Mycopteris

Scientific classification
- Kingdom: Plantae
- Clade: Embryophytes
- Clade: Tracheophytes
- Division: Polypodiophyta
- Class: Polypodiopsida
- Order: Polypodiales
- Suborder: Polypodiineae
- Family: Polypodiaceae
- Subfamily: Grammitidoideae
- Genus: Mycopteris Sundue
- Type species: Mycopteris taxifolia (L.) Sundue
- Species: See text.

= Mycopteris =

Genus of ferns

Mycopteris is a genus of ferns in the family Polypodiaceae, subfamily Grammitidoideae, according to the Pteridophyte Phylogeny Group classification of 2016 (PPG I). It is known from the American tropics.

==Description==

Most members of the genus are epiphytes, although some grow on soil or on rocks.

==Taxonomy==
The genus was first described by Michael Sundue in 2014 to receive some of the species of the genus Terpsichore. When that genus was described by Alan R. Smith in 1993, he divided it into five informal groups. Subsequent morphological and molecular studies showed that while Terpsichore was polyphyletic, the informal groups were largely monophyletic and could furnish the basis for new genera. These genera were described over the next several years; Sundue's new genus Mycopteris, encompassing the T. taxifolia group, was the last group to be removed from Terpsichore sensu lato.

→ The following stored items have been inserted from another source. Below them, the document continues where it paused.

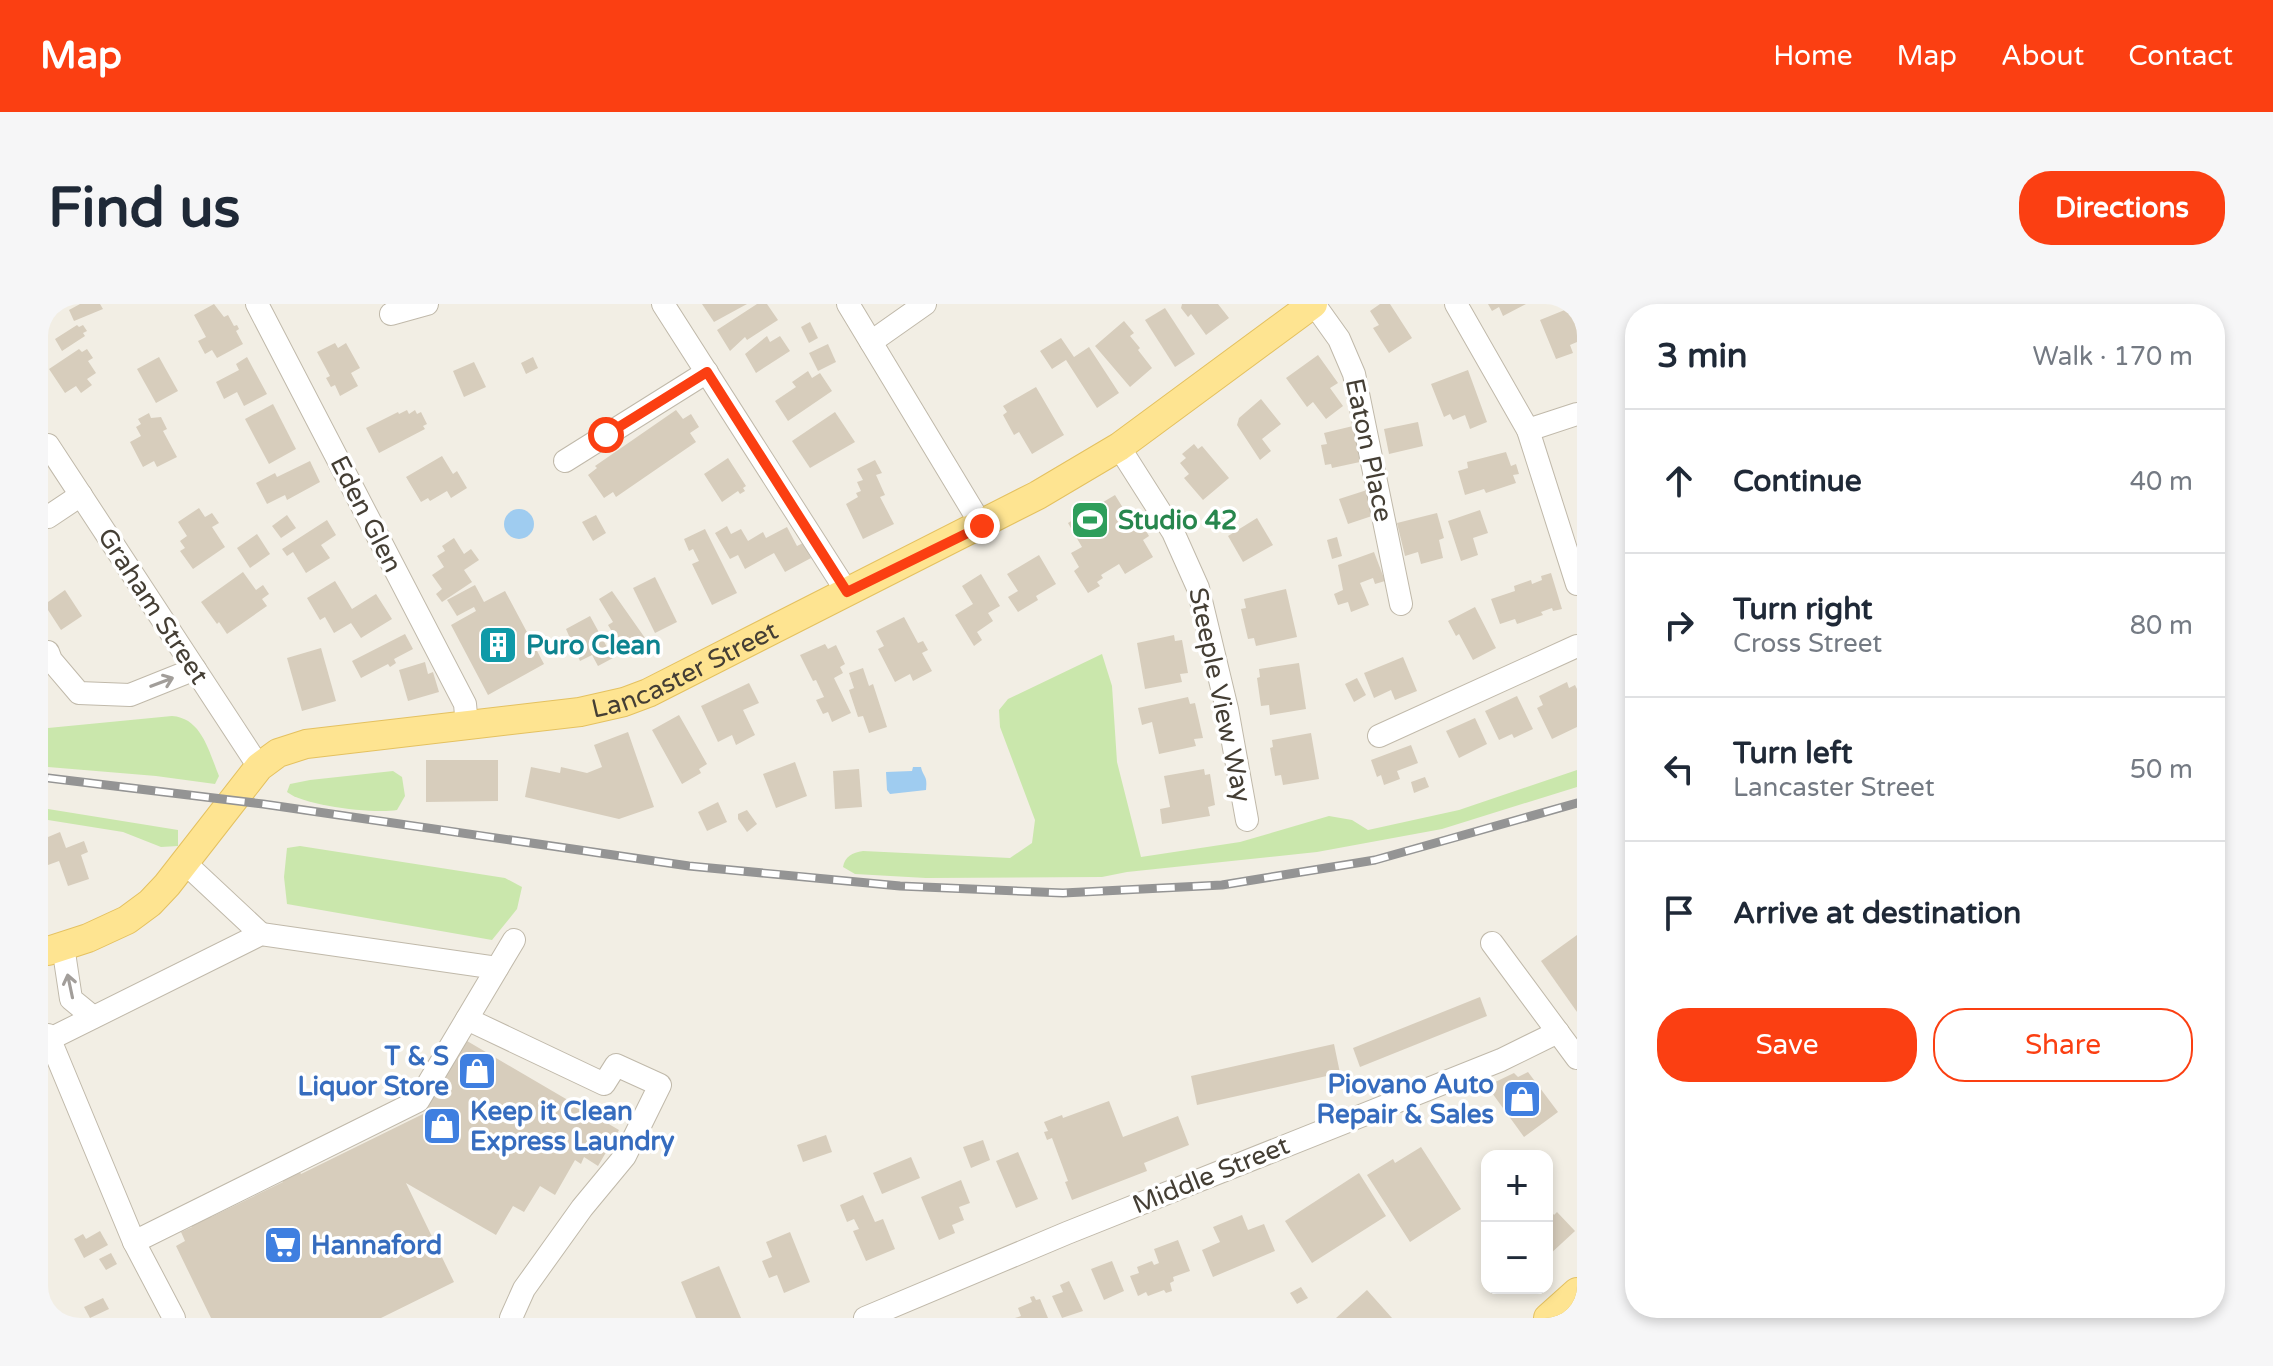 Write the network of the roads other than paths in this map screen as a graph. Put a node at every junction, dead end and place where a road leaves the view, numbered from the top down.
1 (257, 304) edge
2 (427, 304) edge
3 (663, 304) edge
4 (848, 304) edge
5 (925, 304) edge
6 (1314, 304) edge
7 (1456, 304) edge
8 (391, 314) dead end
9 (871, 342) junction
10 (707, 372) junction
11 (1577, 414) edge
12 (1528, 430) junction
13 (48, 445) edge
14 (1119, 447) junction
15 (565, 461) dead end
16 (81, 495) junction
17 (48, 517) edge
18 (982, 526) junction
19 (1577, 584) edge
20 (847, 592) junction
21 (1401, 604) dead end
22 (1577, 646) edge
23 (48, 652) edge
24 (195, 669) junction
25 (467, 726) junction
26 (1379, 736) dead end
27 (259, 767) junction
28 (1247, 820) dead end
29 (185, 863) junction
30 (261, 934) junction
31 (514, 940) dead end
32 (1492, 943) dead end
33 (56, 949) edge
34 (497, 968) junction
35 (93, 1017) junction
36 (467, 1019) junction
37 (1558, 1032) junction
38 (49, 1037) edge
39 (1577, 1058) edge
40 (134, 1242) junction
41 (1577, 1292) edge
42 (174, 1318) edge
43 (511, 1318) edge
44 (865, 1318) edge
45 (1548, 1318) edge

1 - 25 street, Eden Glen
2 - 8 street
3 - 10 street
4 - 9 street
5 - 9 street
6 - 14 main road, Lancaster Street
6 - 21 street, Eaton Place
7 - 12 street
9 - 18 street
10 - 15 street
10 - 20 street
11 - 12 street
12 - 19 street
13 - 16 street, Graham Street
14 - 18 main road, Lancaster Street
14 - 28 street, Steeple View Way
16 - 17 street
16 - 24 street, Graham Street
18 - 20 main road, Lancaster Street
20 - 25 main road, Lancaster Street
22 - 26 street
23 -> 24 street
24 - 27 street, Graham Street
25 - 27 main road, Lancaster Street
27 - 29 main road, Lancaster Street
29 - 30 street
29 - 33 main road, Lancaster Street
30 - 34 street
30 - 35 street
31 - 34 street
32 - 37 street
35 -> 33 street
34 - 36 street
35 - 38 street
36 - 40 street
36 - 43 street
37 - 39 street
37 - 44 street, Middle Street
38 - 40 street
40 - 42 street
41 - 45 main road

The name "Mycopteris" is derived from the Greek roots myco-, "fungus", and -pteris, "fern", referring to the near-universal association of these ferns with the ascomycete fungus Acrospermum. Sundue initially placed seventeen species in the genus, one of which was newly described and another elevated from a variety. He suggested that another five to ten species might be described after the completion of a monograph on the genus. In 2017, he described a new species, Mycopteris martiniana, from Mexico.

===Species===
As of July 2026, the Checklist of Ferns and Lycophytes of the World accepted the following eighteen species:
- Mycopteris alsopteris (C.V.Morton) Sundue
- Mycopteris amphidasyon (Mett.) Sundue
- Mycopteris attenuatissima (Copel.) Sundue
- Mycopteris costaricensis (Rosenst.) Sundue
- Mycopteris cretata (Maxon) Sundue
- Mycopteris grata (Fée) Sundue
- Mycopteris leucolepis (Gilbert) Sundue
- Mycopteris leucosticta (J.Sm.) Sundue
- Mycopteris longicaulis (Sundue & M.Kessler) Sundue
- Mycopteris longipilosa Sundue
- Mycopteris martiniana Sundue
- Mycopteris pirrensis (A.R.Sm.) Sundue
- Mycopteris praeceps (Sundue & M.Kessler) Sundue
- Mycopteris semihirsuta (Klotzsch) Sundue
- Mycopteris steyermarkii (Labiak) Sundue
- Mycopteris subtilis (Kunze ex Klotzsch) Sundue
- Mycopteris taxifolia (L.) Sundue
- Mycopteris zeledoniana (Lellinger) Sundue

==Distribution==
Members of the genus are found from Mexico east into the East Indies and south to Bolivia.